GIVEN INFORMATION below:
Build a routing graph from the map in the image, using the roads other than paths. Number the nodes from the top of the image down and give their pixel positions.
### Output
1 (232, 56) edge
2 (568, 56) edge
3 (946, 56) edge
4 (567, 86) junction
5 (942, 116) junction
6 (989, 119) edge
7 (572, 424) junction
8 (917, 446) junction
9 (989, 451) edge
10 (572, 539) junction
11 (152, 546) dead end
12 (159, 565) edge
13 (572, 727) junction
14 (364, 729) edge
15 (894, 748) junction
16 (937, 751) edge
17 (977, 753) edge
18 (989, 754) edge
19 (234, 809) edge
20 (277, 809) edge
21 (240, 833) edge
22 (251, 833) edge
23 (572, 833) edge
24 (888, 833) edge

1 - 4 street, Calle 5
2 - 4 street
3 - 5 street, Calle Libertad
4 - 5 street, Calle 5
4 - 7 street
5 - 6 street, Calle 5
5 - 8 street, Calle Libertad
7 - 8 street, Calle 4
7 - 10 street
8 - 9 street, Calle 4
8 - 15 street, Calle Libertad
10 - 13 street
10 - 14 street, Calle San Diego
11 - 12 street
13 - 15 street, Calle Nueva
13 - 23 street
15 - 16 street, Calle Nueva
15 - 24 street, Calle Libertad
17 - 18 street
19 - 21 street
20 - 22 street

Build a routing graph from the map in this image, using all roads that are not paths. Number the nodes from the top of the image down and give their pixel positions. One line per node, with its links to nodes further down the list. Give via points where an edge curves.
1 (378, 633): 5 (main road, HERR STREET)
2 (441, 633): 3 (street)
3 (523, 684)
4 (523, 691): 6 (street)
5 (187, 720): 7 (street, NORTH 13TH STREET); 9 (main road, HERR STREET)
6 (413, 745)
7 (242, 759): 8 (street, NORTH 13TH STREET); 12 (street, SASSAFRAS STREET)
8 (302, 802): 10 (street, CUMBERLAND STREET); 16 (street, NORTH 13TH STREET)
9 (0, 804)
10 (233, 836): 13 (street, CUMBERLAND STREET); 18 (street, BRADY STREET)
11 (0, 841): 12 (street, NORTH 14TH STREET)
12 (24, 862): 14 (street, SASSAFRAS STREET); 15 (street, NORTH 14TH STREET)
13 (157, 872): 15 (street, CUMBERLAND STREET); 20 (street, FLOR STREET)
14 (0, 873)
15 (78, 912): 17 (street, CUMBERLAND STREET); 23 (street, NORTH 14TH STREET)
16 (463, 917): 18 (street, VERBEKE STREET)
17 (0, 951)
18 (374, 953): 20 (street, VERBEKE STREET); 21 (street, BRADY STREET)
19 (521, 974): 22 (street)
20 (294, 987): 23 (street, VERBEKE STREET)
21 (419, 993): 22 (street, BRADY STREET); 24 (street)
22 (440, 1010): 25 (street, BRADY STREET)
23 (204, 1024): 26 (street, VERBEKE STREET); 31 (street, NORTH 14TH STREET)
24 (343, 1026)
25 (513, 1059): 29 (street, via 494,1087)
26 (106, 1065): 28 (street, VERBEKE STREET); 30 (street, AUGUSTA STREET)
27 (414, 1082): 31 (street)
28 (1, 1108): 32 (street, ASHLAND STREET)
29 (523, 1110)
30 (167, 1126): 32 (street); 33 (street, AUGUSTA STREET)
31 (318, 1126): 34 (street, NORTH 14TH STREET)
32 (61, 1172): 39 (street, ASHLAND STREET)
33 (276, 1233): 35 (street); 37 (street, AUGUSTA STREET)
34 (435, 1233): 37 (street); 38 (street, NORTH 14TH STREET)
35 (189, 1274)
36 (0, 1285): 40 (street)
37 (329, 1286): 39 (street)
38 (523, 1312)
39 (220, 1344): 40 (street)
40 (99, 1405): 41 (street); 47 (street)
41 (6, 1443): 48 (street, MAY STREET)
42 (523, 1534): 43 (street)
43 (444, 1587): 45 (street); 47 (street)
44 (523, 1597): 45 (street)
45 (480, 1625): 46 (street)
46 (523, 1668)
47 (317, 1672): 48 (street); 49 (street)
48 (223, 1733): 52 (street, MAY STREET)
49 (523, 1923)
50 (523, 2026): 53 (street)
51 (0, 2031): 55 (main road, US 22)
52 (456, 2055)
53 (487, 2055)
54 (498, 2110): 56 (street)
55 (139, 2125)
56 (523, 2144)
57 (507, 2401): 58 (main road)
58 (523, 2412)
End of GIVEN INFORMATION.
GIVEN INFORMATION below:
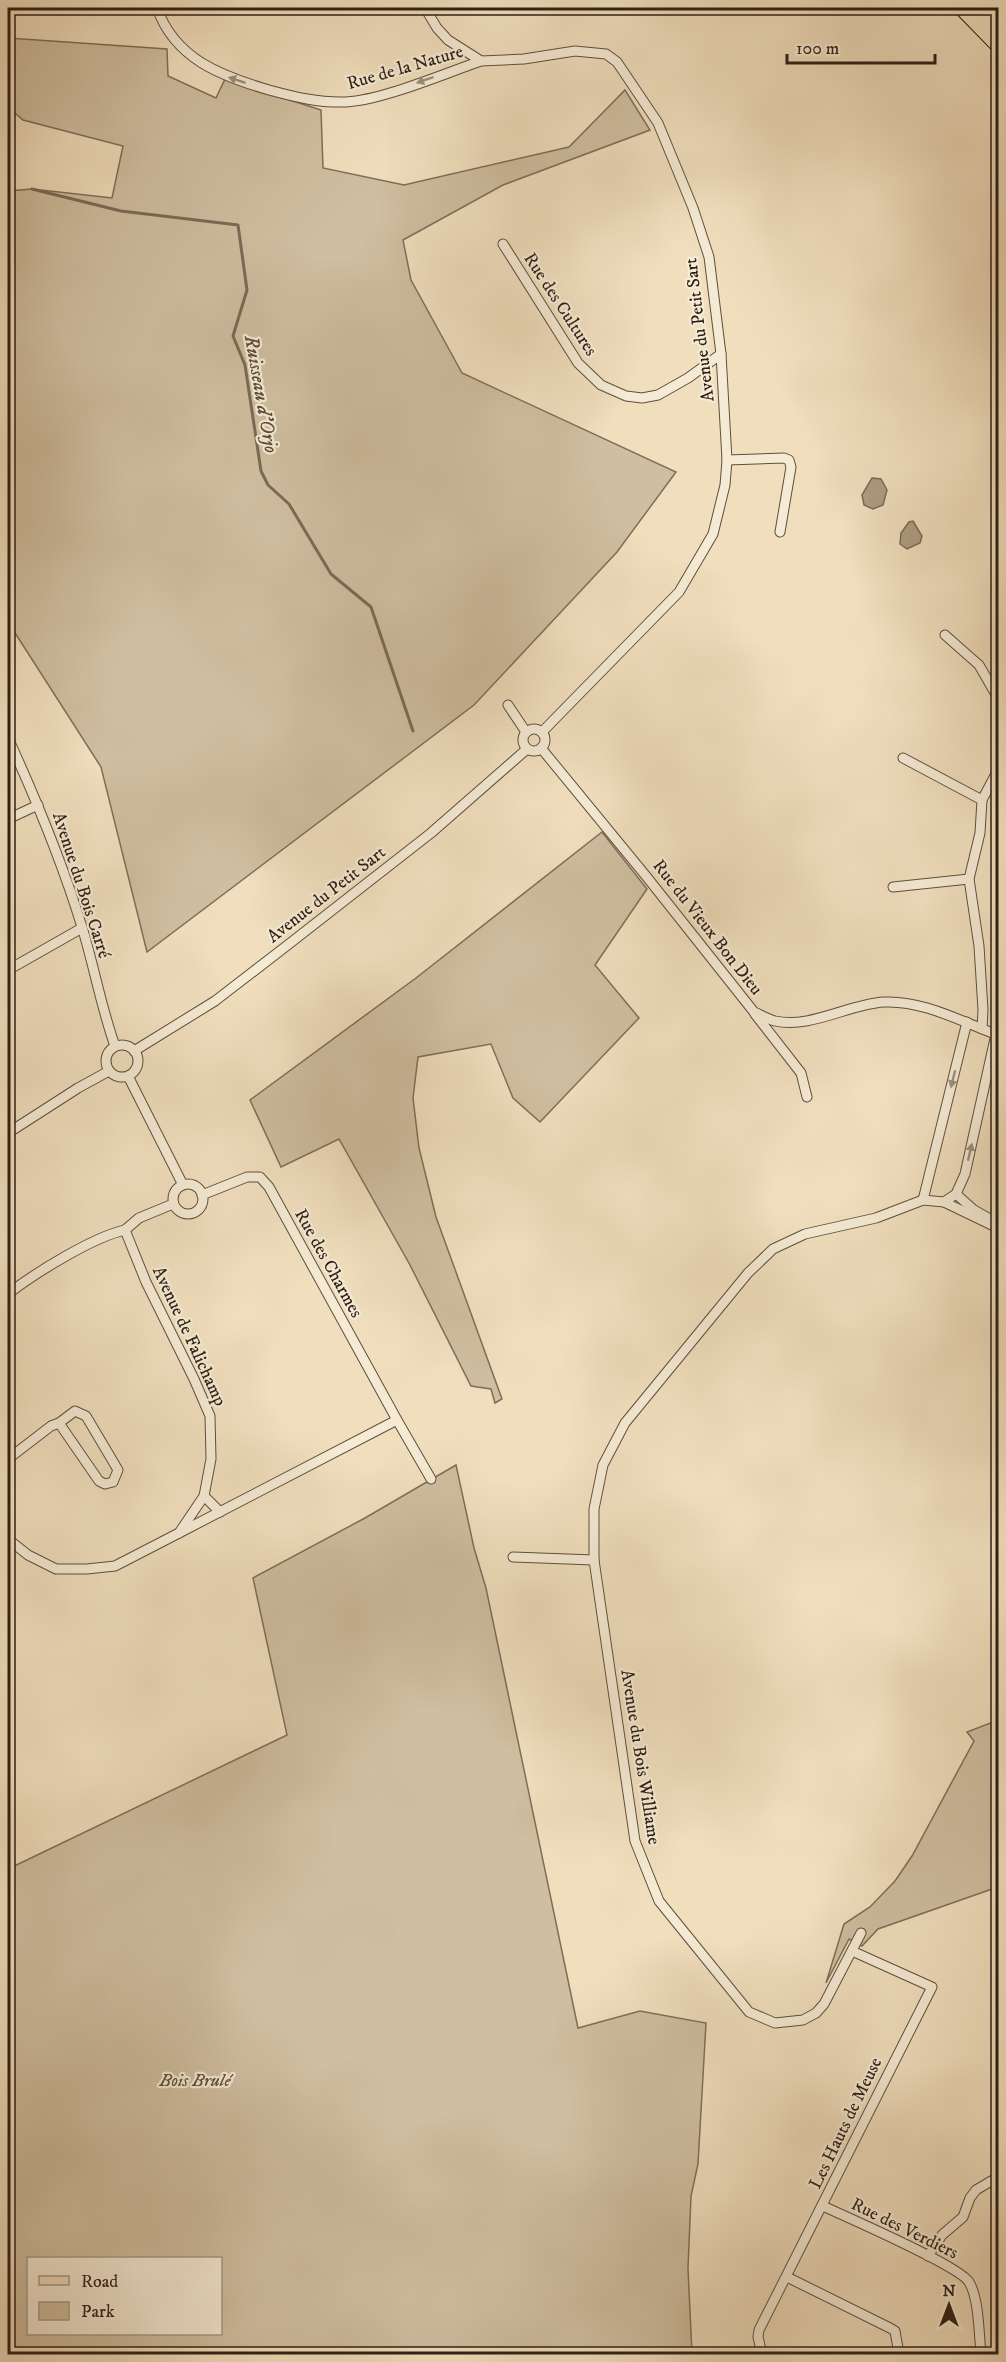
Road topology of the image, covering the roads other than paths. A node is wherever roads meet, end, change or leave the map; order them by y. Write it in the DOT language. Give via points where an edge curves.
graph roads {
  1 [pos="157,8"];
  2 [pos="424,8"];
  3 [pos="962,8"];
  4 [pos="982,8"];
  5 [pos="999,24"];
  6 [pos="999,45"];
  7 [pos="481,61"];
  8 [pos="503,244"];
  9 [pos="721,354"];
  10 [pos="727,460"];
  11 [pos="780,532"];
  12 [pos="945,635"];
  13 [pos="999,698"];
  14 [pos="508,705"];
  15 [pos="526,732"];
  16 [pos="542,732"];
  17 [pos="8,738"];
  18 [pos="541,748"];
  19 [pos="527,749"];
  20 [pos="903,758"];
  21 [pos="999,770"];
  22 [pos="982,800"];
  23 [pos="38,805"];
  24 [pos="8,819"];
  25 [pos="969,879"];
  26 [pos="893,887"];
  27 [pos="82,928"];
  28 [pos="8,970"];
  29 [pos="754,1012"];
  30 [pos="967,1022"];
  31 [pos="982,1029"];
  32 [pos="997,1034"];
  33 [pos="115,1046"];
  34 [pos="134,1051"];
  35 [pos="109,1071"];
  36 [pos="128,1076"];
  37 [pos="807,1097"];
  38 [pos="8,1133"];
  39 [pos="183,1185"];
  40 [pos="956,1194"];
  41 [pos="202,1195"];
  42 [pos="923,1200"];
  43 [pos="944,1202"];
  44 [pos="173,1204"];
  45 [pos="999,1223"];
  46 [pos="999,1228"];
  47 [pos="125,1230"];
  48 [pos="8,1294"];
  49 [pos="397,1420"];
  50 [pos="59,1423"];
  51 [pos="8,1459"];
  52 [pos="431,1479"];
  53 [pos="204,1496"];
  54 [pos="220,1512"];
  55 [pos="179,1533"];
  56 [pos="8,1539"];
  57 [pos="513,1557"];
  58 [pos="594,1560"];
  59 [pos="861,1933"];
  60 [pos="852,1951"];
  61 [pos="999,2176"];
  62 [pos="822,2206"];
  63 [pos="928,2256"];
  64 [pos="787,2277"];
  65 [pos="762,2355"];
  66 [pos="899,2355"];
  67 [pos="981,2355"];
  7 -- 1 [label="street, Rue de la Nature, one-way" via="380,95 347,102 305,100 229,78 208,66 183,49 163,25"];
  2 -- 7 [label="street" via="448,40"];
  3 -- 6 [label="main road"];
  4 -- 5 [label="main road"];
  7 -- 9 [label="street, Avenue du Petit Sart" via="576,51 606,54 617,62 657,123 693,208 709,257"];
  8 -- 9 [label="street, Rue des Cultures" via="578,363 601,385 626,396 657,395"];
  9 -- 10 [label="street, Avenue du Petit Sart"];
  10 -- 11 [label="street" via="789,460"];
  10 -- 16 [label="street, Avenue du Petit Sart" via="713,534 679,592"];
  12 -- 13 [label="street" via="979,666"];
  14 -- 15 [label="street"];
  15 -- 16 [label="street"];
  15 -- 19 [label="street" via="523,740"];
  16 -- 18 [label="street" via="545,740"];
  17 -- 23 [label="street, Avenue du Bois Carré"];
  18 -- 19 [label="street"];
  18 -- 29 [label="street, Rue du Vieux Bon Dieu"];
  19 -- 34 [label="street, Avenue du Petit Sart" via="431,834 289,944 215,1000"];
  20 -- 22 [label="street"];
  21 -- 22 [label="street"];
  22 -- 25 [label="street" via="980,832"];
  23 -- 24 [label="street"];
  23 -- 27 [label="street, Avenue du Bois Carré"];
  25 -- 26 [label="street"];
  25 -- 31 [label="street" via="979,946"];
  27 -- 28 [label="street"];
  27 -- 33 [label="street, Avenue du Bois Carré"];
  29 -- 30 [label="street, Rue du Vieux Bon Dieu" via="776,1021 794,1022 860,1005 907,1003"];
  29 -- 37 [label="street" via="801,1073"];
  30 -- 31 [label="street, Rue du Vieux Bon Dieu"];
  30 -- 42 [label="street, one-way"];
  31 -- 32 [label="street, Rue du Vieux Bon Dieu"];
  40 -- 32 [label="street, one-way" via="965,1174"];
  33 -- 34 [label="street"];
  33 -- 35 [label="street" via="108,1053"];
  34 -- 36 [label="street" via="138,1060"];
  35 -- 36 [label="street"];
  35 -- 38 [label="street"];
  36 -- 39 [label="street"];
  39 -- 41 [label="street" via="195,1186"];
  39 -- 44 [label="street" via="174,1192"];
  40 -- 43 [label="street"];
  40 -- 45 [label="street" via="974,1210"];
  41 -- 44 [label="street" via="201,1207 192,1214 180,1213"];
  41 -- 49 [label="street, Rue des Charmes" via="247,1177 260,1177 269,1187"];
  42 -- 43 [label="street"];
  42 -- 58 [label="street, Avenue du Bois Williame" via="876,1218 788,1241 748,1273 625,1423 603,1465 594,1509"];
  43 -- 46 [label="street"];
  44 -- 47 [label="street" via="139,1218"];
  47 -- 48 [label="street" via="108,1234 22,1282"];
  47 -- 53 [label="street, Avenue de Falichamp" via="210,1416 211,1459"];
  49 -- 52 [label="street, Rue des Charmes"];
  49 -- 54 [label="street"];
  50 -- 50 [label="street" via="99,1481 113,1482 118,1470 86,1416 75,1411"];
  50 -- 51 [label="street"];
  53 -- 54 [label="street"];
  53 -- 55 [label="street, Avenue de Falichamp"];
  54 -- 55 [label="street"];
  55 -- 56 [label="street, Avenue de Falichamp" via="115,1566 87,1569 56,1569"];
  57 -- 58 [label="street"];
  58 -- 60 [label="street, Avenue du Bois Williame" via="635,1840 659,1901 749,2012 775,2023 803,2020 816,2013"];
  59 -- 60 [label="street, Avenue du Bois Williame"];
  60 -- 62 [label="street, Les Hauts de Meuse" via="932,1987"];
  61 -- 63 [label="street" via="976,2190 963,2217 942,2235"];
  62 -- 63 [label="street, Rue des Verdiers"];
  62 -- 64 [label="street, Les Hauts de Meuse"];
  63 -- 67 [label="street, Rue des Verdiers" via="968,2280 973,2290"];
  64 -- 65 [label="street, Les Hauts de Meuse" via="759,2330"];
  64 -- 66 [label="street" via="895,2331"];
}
End of GIVEN INFORMATION.
Scan the data above; copy every line where "from" appears.

ANSWER AREA:
Build a routing graph from the map in the image, using the roads other than paths. Number the nodes from the top of the image down and give their pixel positions.
Build a routing graph from the map in this image, using all roads that are not paths. Number the nodes from the top of the image down and give their pixel positions. One line per node, with its links to nodes further down the list. Give via points where an edge curves.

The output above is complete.